- **Description of the task**
Your output should be the lines from the start of the data through the line containing "index mcp: (767, 1001)", exactly and nothing more.

Joint position lists
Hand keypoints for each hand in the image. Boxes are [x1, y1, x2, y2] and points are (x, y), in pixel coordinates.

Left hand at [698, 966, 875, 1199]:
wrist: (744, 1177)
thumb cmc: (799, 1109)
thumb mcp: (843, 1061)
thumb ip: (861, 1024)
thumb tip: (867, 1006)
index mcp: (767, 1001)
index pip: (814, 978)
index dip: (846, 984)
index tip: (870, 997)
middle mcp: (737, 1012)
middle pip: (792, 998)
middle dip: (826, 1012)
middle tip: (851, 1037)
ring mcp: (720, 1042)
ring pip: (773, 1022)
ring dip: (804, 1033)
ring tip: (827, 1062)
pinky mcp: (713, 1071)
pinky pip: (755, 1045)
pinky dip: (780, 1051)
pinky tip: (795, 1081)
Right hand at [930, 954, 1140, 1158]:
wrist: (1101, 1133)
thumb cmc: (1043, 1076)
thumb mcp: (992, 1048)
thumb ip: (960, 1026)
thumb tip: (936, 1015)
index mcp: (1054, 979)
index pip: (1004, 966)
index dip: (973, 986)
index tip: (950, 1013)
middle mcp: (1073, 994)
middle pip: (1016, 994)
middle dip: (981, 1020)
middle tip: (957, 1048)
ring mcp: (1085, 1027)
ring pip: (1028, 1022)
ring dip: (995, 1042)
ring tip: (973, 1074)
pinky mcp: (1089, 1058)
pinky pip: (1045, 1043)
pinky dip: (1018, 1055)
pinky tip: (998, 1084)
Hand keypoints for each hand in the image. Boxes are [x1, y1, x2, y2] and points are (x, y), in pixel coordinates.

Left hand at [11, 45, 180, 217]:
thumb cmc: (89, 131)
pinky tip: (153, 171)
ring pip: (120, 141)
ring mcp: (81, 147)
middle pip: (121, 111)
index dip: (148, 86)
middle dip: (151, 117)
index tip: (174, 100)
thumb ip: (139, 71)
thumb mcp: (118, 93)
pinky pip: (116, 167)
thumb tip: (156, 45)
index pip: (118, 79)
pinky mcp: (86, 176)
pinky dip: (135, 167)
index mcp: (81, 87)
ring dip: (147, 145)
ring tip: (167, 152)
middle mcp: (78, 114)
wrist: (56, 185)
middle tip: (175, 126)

- **Response area**
Hand keypoints for each hand in the image. Boxes are [x1, y1, x2, y2] and points are (x, y), in pixel coordinates.

Left hand at [698, 966, 875, 1199]:
wrist: (744, 1177)
thumb cmc: (799, 1109)
thumb mcp: (843, 1061)
thumb ip: (861, 1024)
thumb tip: (867, 1006)
index mcp: (767, 1001)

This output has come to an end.